Scan the entries line by line and return those with "bridge".

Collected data
======
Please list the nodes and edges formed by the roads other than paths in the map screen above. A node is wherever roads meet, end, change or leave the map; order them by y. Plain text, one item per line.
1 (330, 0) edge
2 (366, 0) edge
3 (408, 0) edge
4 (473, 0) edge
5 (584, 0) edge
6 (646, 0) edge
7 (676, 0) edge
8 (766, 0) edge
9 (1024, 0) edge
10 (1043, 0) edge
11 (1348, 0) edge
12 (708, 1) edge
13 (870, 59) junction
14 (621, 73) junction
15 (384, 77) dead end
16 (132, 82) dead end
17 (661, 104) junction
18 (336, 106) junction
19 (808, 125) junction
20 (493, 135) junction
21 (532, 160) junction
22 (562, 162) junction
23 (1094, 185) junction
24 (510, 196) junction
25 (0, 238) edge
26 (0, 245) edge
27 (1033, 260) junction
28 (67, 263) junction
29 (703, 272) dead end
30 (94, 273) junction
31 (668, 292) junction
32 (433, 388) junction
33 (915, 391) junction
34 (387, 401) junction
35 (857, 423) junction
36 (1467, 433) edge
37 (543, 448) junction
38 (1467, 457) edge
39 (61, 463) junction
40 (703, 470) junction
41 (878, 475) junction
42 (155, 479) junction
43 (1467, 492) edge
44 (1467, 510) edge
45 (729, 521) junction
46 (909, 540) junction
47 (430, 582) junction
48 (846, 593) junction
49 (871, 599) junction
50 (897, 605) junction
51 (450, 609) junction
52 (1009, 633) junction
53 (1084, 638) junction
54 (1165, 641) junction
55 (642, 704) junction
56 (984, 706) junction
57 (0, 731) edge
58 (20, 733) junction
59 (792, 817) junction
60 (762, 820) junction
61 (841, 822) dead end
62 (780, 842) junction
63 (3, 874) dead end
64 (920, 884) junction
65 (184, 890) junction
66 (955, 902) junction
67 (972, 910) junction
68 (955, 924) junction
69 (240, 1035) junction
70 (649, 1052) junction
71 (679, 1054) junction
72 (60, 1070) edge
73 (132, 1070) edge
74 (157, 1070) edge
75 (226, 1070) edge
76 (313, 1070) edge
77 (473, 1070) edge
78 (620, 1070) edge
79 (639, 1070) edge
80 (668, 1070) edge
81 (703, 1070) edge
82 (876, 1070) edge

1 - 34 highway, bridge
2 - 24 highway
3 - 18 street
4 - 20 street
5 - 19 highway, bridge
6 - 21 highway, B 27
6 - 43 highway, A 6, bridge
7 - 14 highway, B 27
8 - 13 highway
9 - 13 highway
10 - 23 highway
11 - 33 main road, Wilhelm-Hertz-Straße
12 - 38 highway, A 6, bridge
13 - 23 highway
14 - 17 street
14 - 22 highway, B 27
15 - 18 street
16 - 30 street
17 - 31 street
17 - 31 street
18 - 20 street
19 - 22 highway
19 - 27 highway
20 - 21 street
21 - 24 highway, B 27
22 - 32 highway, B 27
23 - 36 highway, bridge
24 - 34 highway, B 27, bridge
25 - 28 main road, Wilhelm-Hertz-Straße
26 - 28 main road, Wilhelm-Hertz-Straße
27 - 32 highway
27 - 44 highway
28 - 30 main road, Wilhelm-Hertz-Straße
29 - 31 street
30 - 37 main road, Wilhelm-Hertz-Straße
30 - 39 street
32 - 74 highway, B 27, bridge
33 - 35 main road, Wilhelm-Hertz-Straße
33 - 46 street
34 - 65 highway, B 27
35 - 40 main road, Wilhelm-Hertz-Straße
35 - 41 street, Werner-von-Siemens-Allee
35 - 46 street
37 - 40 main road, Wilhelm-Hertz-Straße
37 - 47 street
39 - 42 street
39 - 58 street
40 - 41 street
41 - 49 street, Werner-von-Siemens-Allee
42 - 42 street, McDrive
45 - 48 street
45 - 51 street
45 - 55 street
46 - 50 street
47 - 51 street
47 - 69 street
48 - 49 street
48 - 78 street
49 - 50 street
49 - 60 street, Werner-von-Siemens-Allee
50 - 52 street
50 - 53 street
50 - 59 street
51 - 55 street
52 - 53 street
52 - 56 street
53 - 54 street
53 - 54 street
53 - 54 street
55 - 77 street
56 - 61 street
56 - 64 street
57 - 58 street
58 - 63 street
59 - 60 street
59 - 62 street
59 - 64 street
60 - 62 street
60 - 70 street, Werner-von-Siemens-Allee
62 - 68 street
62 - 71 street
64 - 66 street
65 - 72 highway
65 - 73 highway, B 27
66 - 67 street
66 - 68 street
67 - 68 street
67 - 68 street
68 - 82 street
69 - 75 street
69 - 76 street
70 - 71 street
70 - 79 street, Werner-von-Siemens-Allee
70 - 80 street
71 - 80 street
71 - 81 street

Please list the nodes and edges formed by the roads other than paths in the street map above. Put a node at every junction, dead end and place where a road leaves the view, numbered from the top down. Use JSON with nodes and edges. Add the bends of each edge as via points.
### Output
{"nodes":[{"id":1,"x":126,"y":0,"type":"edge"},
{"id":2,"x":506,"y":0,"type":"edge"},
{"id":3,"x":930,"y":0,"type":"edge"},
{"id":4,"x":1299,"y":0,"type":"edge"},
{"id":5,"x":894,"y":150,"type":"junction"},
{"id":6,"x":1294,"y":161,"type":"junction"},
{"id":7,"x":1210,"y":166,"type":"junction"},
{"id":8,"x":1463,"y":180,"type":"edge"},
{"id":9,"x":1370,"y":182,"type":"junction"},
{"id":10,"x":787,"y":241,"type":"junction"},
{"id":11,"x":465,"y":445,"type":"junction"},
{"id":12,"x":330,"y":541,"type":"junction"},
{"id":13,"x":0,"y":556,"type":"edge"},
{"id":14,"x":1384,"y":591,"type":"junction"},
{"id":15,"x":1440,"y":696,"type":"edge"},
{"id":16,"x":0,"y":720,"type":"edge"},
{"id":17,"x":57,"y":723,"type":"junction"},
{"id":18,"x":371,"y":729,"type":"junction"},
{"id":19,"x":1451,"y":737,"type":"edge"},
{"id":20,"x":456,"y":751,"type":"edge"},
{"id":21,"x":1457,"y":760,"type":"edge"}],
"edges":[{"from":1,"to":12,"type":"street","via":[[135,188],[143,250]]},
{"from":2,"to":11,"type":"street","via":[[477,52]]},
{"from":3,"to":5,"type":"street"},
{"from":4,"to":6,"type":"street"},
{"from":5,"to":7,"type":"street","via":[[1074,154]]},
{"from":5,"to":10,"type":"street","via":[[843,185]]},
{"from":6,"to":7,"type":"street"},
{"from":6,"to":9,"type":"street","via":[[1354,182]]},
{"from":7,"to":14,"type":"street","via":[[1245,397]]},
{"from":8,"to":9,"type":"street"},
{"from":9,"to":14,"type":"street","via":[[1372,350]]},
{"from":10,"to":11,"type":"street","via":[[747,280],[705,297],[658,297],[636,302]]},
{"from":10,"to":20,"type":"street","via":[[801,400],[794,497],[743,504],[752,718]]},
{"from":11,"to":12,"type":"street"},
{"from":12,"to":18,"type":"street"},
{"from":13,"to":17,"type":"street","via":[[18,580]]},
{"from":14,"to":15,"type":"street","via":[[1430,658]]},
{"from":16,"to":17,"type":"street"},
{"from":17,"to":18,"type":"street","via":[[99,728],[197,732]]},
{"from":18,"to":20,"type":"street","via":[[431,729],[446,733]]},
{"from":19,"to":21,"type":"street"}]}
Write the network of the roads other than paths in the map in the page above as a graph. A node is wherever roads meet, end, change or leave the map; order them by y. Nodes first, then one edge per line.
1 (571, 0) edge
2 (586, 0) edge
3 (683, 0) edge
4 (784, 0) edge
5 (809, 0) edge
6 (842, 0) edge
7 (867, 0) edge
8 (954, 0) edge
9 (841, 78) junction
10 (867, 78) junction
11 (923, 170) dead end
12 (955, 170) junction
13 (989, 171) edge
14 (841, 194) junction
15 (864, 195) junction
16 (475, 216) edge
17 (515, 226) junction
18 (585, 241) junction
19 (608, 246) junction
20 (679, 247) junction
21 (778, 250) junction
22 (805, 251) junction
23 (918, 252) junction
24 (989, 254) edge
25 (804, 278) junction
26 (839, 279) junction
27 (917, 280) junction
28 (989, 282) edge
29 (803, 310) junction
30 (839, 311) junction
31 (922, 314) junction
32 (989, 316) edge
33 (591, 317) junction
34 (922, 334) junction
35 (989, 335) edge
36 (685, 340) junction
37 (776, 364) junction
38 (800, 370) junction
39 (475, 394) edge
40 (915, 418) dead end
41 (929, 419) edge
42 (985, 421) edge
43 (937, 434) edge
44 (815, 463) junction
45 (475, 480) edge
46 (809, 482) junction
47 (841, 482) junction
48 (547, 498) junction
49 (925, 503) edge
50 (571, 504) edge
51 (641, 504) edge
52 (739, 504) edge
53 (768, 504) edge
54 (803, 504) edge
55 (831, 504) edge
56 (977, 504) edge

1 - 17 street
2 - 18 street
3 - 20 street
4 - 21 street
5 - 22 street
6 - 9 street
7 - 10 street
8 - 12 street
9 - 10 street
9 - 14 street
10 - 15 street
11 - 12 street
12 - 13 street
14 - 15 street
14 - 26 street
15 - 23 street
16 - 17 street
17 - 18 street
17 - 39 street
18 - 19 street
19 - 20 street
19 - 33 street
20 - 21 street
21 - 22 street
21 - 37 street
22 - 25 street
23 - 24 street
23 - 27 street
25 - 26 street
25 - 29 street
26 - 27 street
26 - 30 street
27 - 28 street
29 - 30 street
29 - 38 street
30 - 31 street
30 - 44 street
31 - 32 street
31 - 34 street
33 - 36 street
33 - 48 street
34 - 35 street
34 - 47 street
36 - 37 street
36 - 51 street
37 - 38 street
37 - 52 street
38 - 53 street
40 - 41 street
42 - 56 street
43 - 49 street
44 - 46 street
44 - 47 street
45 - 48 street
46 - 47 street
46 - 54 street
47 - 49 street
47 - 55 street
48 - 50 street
======
EXPECTED OUTPUT:
1 - 34 highway, bridge
5 - 19 highway, bridge
6 - 43 highway, A 6, bridge
12 - 38 highway, A 6, bridge
23 - 36 highway, bridge
24 - 34 highway, B 27, bridge
32 - 74 highway, B 27, bridge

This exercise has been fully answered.